Deciding where I wanted to pull my ideas from for this mash-up / re-skin was pretty easy. I've been reading +Jack Shear's Tales of the Grotesque and Dungeonesque compendiums for a couple of weeks now. I am really enjoying them as gaming materials and academic primers on the subject of gothic literature. Reading them, and trying to understand 'how-to: Gothic' has been fun and challenging. I'm finding that in my attempts to wrap my head around the materials that I'm able to prevent some of my own, vanilla fantasy assumptions from being so automatic.

The Swords & Wizardry SRD has all the marks of a labor of love, and like its bigger cousin the Pathfinder SRD I love that its online, and easy to get to. When I saw the Blackmarsh Campaign Setting described as an example for newer GM's to follow, I decided I wanted to take the time to try and understand it. Hex-mapped campaign settings are not really in my background as a gamer; I was rarely able to afford game books growing up, and I didn't take the time to really appreciate the technical side of game books until much more recently. So, hex-mapping is pretty much "all-new" to me.

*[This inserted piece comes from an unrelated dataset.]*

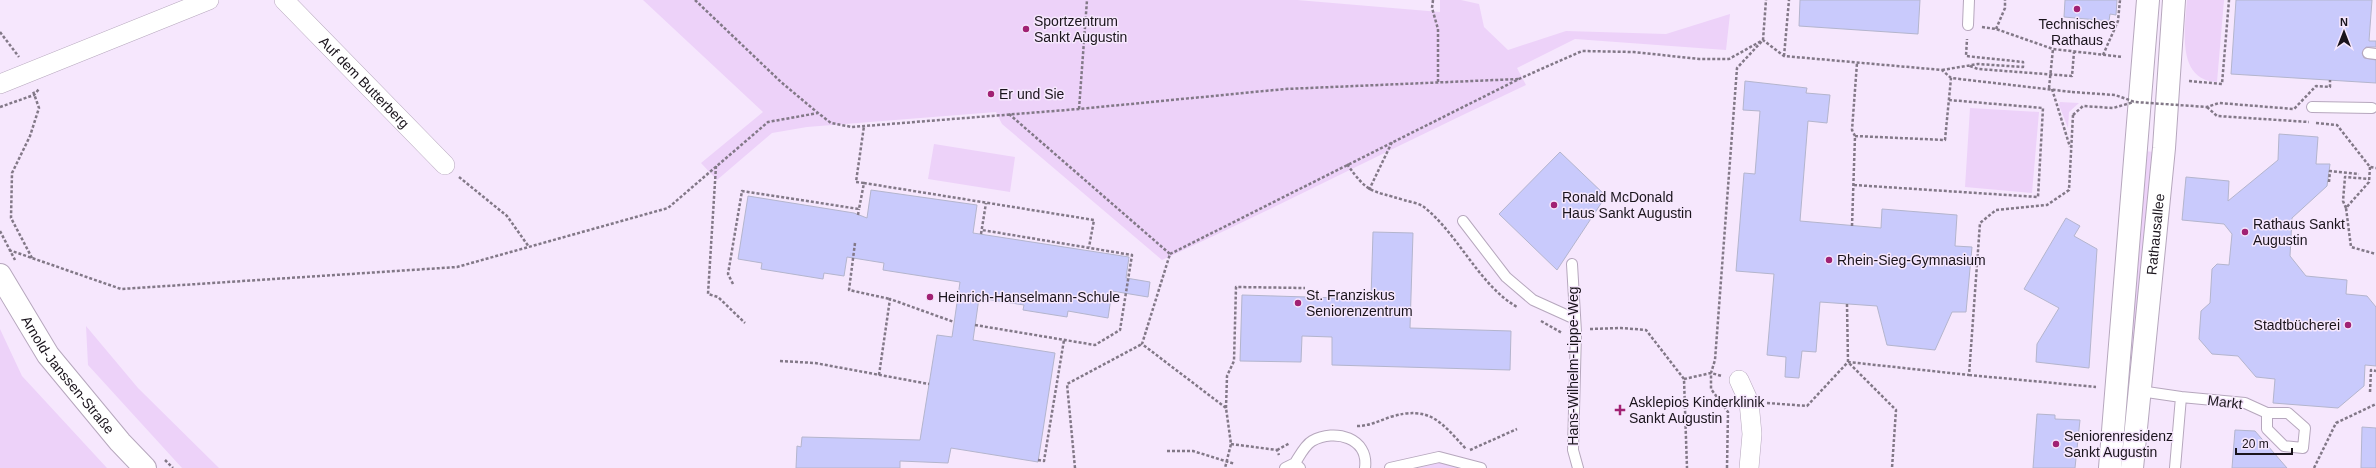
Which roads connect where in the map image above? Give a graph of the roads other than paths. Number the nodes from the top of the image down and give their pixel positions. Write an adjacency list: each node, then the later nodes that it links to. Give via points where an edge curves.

Having read most of the TotGaD companions a couple of times now, I can tell that while I'm going to aspire to be as "Gothic" as I can manage while re-skinning this, I don't think I will manage to be as faithful to the inspirational materials as I want to be. That's pretty okay with me in the context of trying it out though. I'm not writing any papers for Jack's class so I should be okay. The exciting thing for me is going to be using his material as a way to stretch my GM repertoire and try to put a clear "fingerprint" on this basic campaign setting. Due to my own personal tastes I may wind up with something more Alex Toth than Edgar Allan Poe, but I will have made an honest attempt.

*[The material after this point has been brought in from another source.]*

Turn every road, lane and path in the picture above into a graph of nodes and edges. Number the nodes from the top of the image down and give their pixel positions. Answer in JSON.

I want to read Blackmarsh through a couple of more times before starting, in earnest with the re-skin and hex reassignment, but here are some of the ideas I've got forming currently on the big picture side:

Blackmarsh vocabulary changes:
We have GOT to get rid of 'Viz' as a name. I can't take it...I keep flashing back to the Coo Coo Cola Cult episode of Rescue Rangers. I'd rather call it Magicite, or Manna. Quintessence has the right sort of feel to it, but seems less "does what it says, says what it does" than Manna. Even blood stone, star metal, or ghost rock would be better. So, Viz is gone and Manna is in for now. I want to reserve Jack's 'demonstone' for later.

So, Manna is a thing in this setting. A discreet unit of magical quintessence that allows a magic user to cast a spell, but retain it in memory. This works on a 1:1 ratio of Manna to Spell Level. So, you can burn 1 Manna and keep a Level 1 spell in memory; 2 Manna for a Level 2 spell etc. Also, 1 Manna is equivalent to 100 GP for making magic items.

That's pretty cool, right? It makes Manna a fantasy-style gold-rush kind of resource. The problem now is that I'm reading that Manna (Viz) is both a discreet unit and some kind of interestingly unique snow-flake resource. The setting has some indications that it can be any number of amazing forms: "a flask of pure spring water, a newly bloomed flower, or an iridescent rock" while simultaneously, the sand-box has locations with artefacts that have places where "Viz can be inserted." So I'm going to want to clean that up. Hopefully without rules / too many rules. The questions that arise immediately for me are "where are the Manna pools?" or "how can I make that game-able?"

What I'm thinking right now is that Manna can be caught, and crystalized somehow to make it a unit. With some skill, this could tie into the gothic 'grandeur of nature' thing and maybe even cast an eye towards Reason vs Supernaturalism...I'm not sure yet.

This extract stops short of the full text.